大相撲の力士「黒海 太」(平成15年五月場所現在十両西10枚目)本名レヴァン・ツァグリアさんは、1981年3月10日グルジア国スフミ市に生まれました。スフミはそのしこ名に由来する、黒海に面した温暖な保養地として旧ソ連時代から有名です。黒海さんのお父さん(Merab)は旧ソ連のアマチュアレスリングの王者。お母さんはグルジア中部の山間地帯ラチャ地方の出身です。
スフミ市を中心とするアブハジア地方は古来グルジア人とは異なる言葉を話すアブハズ人が住んでいましたが、ソ連時代にはグルジア内の自治共和国であり、アブハジ人はその当時既に全人口の20%以下でした。
グルジアは旧ソ連邦から1991年4月9日独立宣言をしますが、1992年7月にロシアに後押しされたアブハジアとグルジアとの間に内戦が勃発しました。この内戦で数千人が亡くなります。1993年秋には、黒海さんのご家族を含む35万人のグルジア人が故郷を失い国内難民としてこのアブハジアから脱出しました。
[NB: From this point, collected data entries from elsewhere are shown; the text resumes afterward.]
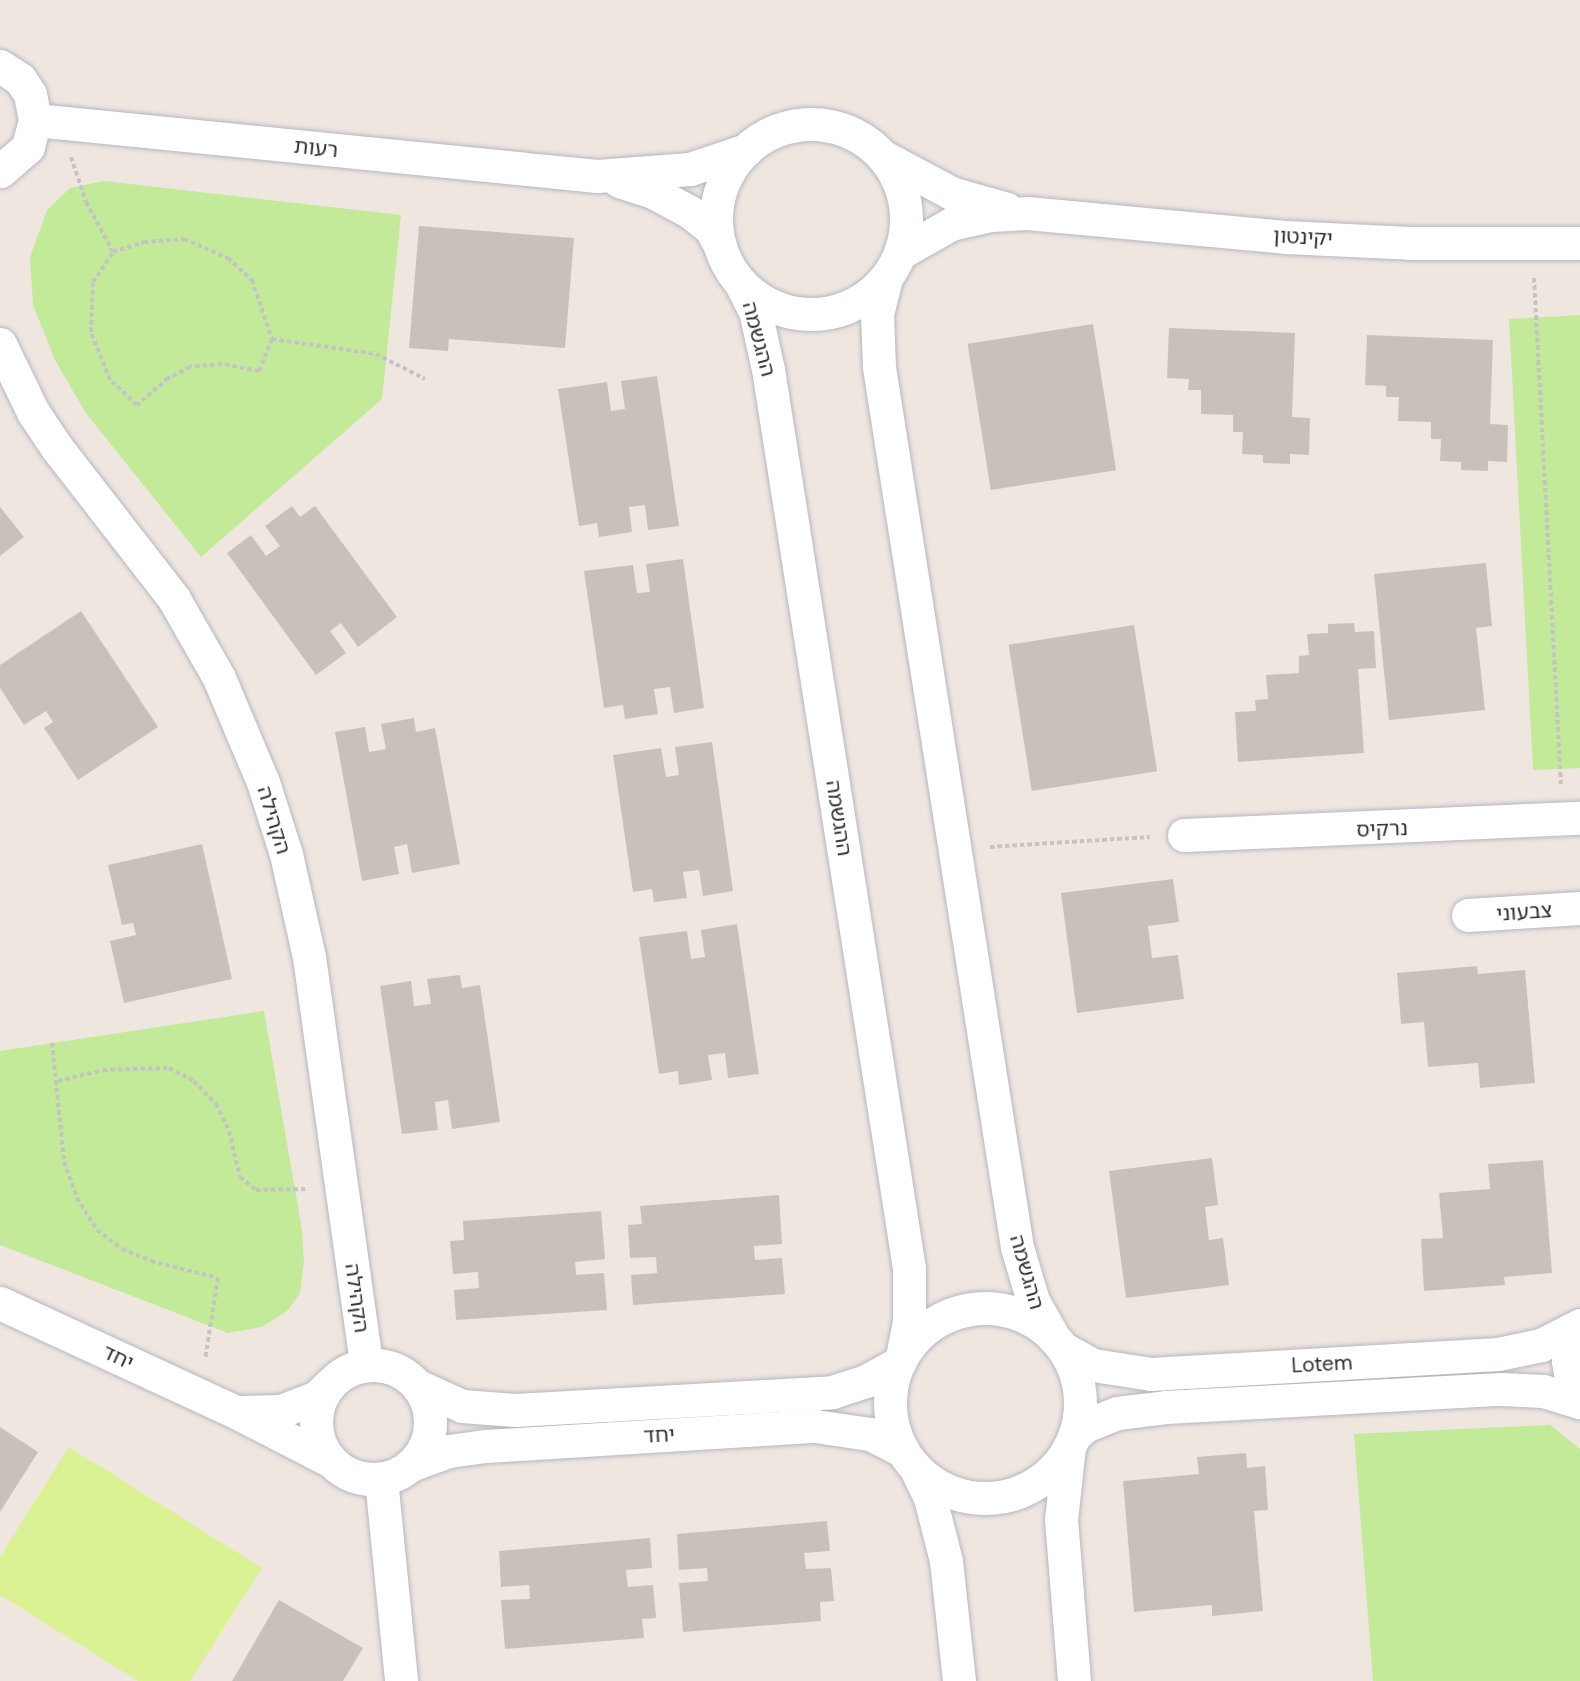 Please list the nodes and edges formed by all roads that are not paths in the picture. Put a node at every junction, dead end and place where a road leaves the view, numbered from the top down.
1 (0, 66) edge
2 (50, 122) junction
3 (746, 150) junction
4 (881, 155) junction
5 (0, 171) edge
6 (597, 176) junction
7 (1027, 213) junction
8 (1580, 243) edge
9 (720, 246) junction
10 (893, 265) junction
11 (741, 284) junction
12 (0, 344) edge
13 (1571, 819) edge
14 (1184, 835) road end
15 (1580, 908) edge
16 (1468, 915) dead end
17 (0, 1303) edge
18 (1580, 1327) edge
19 (1059, 1344) junction
20 (900, 1360) junction
21 (366, 1365) junction
22 (328, 1386) junction
23 (418, 1386) junction
24 (1580, 1398) edge
25 (1580, 1402) edge
26 (236, 1412) junction
27 (1072, 1441) junction
28 (909, 1459) junction
29 (331, 1461) junction
30 (412, 1464) junction
31 (381, 1479) junction
32 (401, 1681) edge
33 (959, 1681) edge
34 (1074, 1681) edge

1 - 2 street
2 - 5 street
2 - 6 street, רעות
3 - 4 street
3 - 6 street, רעות
3 - 9 street
4 - 7 street, יקינטון
4 - 10 street
6 - 9 street, רעות
7 - 8 street, יקינטון
7 - 10 street, יקינטון
9 - 11 street
10 - 11 street
10 - 19 street, ההגשמה
11 - 20 street, ההגשמה
12 - 21 street, הקהילה
13 - 14 street, נרקיס
15 - 16 street, צבעוני
17 - 26 street, יחד
18 - 19 street, Lotem
18 - 24 street
19 - 20 street
19 - 27 street
20 - 23 street, יחד
20 - 28 street
21 - 22 street
21 - 23 street
22 - 26 street, יחד
22 - 29 street
23 - 30 street
25 - 27 street, Lotem
26 - 29 street, יחד
27 - 28 street
27 - 34 street
28 - 30 street, יחד
28 - 33 street
29 - 31 street
30 - 31 street
31 - 32 street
黒海さんはこの時12歳でしたが、危険が迫っていると判断したお父さんの指示で、6歳年下の弟さん(Giorgi)と一緒に、母方の祖父母が住んでいた首都トビリシに飛行機で脱出したそうです。最後まで自分の土地を守っていたご両親は、スフミの陥落の直前、4000メートル級のカフカス山脈がそびえる早冬のスワネチ地方を徒歩で脱出しました。この脱出で数多くの人が命を落としました。黒海さんもご両親と1週間以上音信が途絶え、大変心配したそうです。
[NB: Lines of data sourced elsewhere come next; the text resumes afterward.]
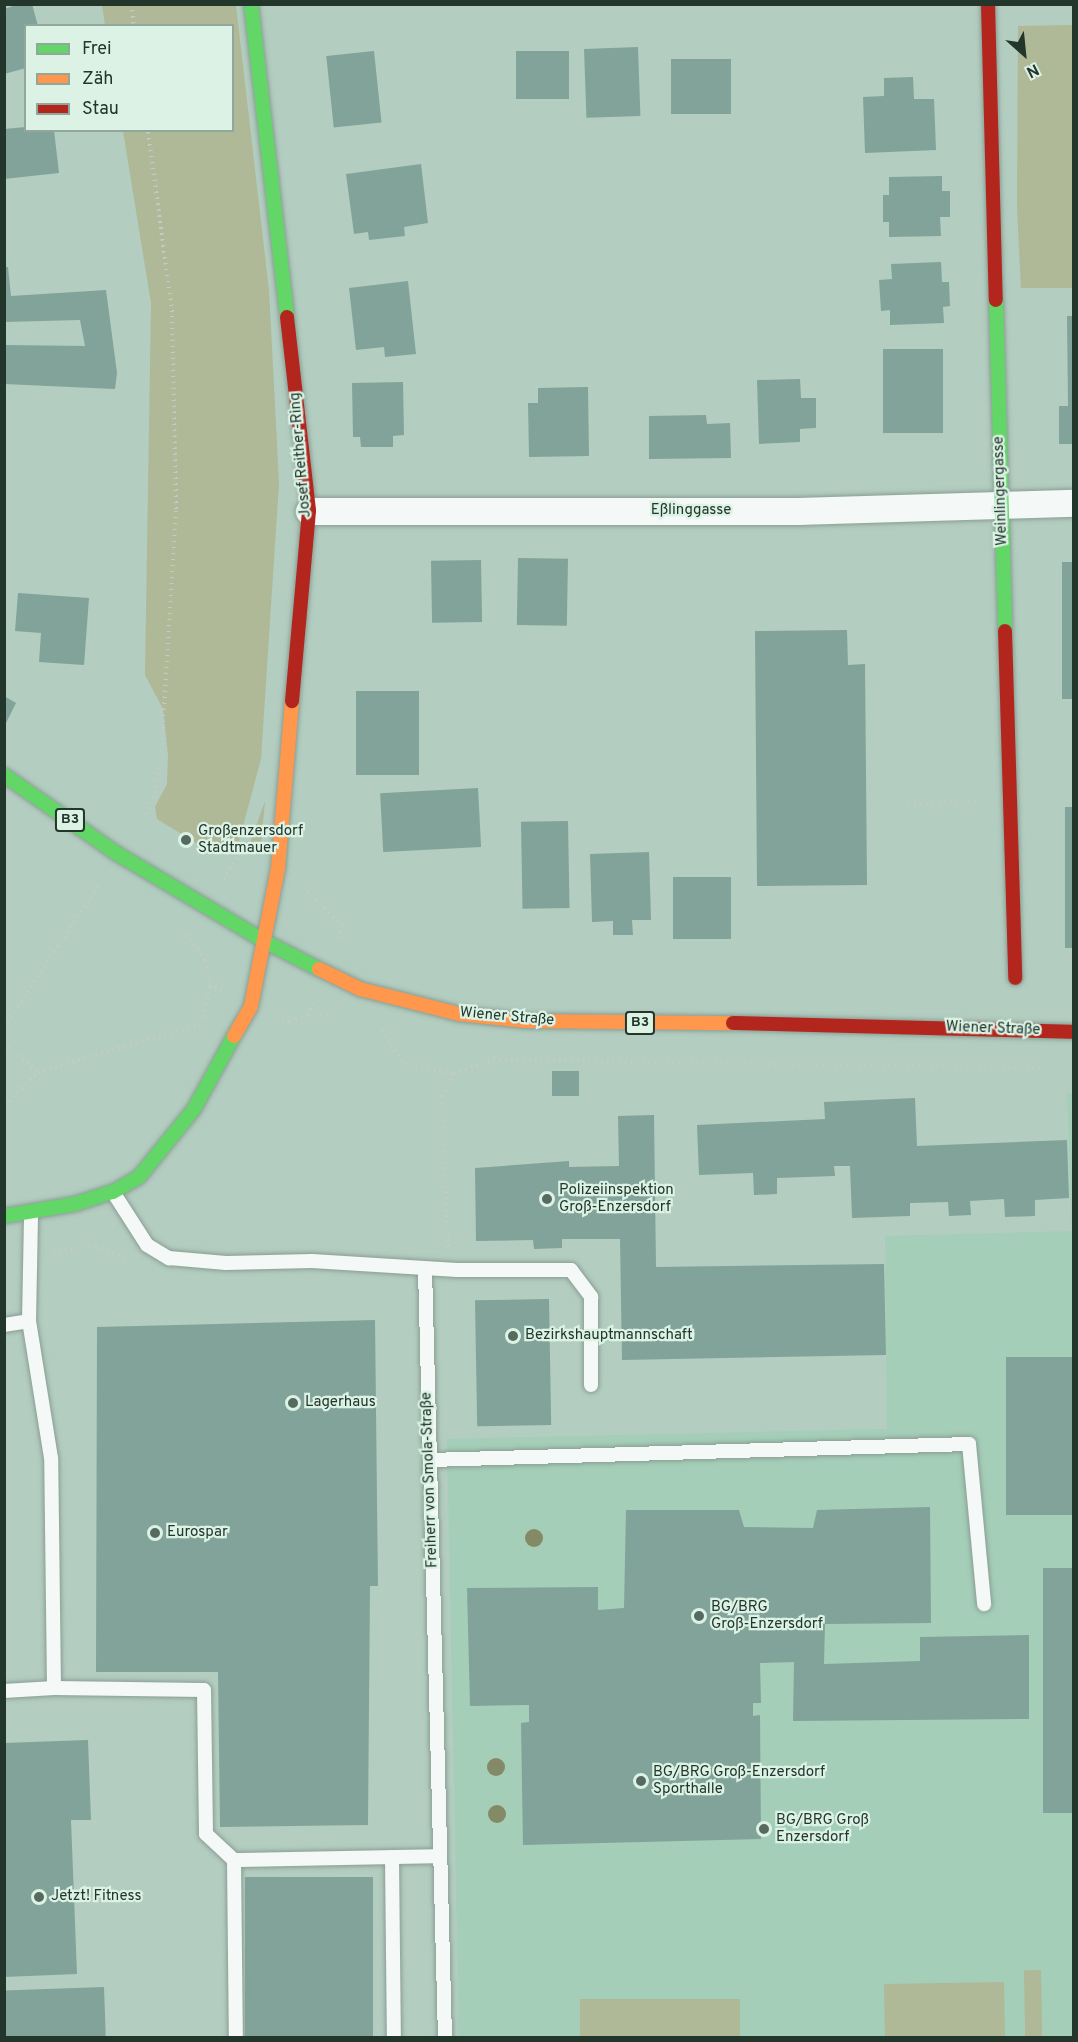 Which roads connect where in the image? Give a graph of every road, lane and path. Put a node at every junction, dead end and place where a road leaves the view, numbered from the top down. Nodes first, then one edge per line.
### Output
1 (132, 4) edge
2 (251, 4) edge
3 (988, 4) edge
4 (134, 24) edge
5 (148, 132) edge
6 (1074, 503) edge
7 (1002, 505) junction
8 (309, 512) junction
9 (4, 775) edge
10 (1009, 801) junction
11 (908, 804) dead end
12 (145, 814) dead end
13 (249, 857) dead end
14 (228, 871) dead end
15 (103, 878) dead end
16 (299, 884) dead end
17 (189, 931) dead end
18 (264, 941) junction
19 (335, 945) dead end
20 (1015, 978) dead end
21 (210, 984) junction
22 (219, 988) dead end
23 (312, 1005) dead end
24 (286, 1021) dead end
25 (4, 1027) edge
26 (1074, 1032) edge
27 (4, 1043) edge
28 (38, 1072) junction
29 (454, 1074) dead end
30 (4, 1106) edge
31 (113, 1192) junction
32 (31, 1212) junction
33 (4, 1216) edge
34 (449, 1255) dead end
35 (425, 1269) junction
36 (29, 1321) junction
37 (4, 1325) edge
38 (591, 1385) dead end
39 (430, 1460) junction
40 (984, 1604) dead end
41 (54, 1688) junction
42 (4, 1691) edge
43 (440, 1856) junction
44 (392, 1857) junction
45 (234, 1860) junction
46 (236, 2037) edge
47 (394, 2037) edge
48 (445, 2037) edge

1 - 4 path
2 - 8 street, Josef Reither-Ring
3 - 7 street, Weinlingergasse
5 - 12 path
6 - 7 street, Eßlinggasse
7 - 8 street, Eßlinggasse
7 - 10 street, Weinlingergasse
8 - 18 street, Josef Reither-Ring
9 - 18 street, Wiener Straße / B3
10 - 11 path
10 - 20 street, Weinlingergasse
13 - 14 path
15 - 25 path
16 - 19 path
17 - 21 path
18 - 26 street, Wiener Straße / B3
18 - 31 street, Josef Reither-Ring
21 - 22 path
21 - 28 path
23 - 24 path
27 - 28 path
28 - 30 path
29 - 34 path
31 - 32 street, Josef Reither-Ring
31 - 35 lane
32 - 33 street, Josef Reither-Ring
32 - 36 lane
35 - 38 lane
35 - 39 lane, Freiherr von Smola-Straße
36 - 37 lane
36 - 41 lane
39 - 40 lane
39 - 43 lane, Freiherr von Smola-Straße
41 - 42 lane
41 - 45 lane
43 - 44 lane
43 - 48 lane, Freiherr von Smola-Straße
44 - 45 lane
44 - 47 lane
45 - 46 lane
このアブハジア紛争は1993年国連の調停で一応停戦状態を保っていますが、黒海ファミリーをはじめとして、故郷を追われた人々は現在もなお帰国のめどが立っていません。トビリシでは現在でもホテルイヴェリアなどの大ホテルがこの国内難民に占拠されており、グルジアの経済発展の大きな足かせとなっています。紛争の構図としては、グルジアの北東の国境がチェチェンに接しており、ロシアはチェチェン人の独立を認めず、激しい内戦が行われています。またグルジアの北西の端がこのアブハジアであり、ロシアはこちら側ではアブハジ人の独立を助けるという名目で、この土地を自らの影響下に置き、結果的に多くのグルジア人が故郷を奪われることになりました。
1994年13歳になった黒海さんことレヴァン少年は、特待生としてグルジア・スポーツ・アカデミーに入学、レスリングを専攻します。ここで驚嘆すべきは、グルジアのレスリングをはじめとする格闘技の事情です。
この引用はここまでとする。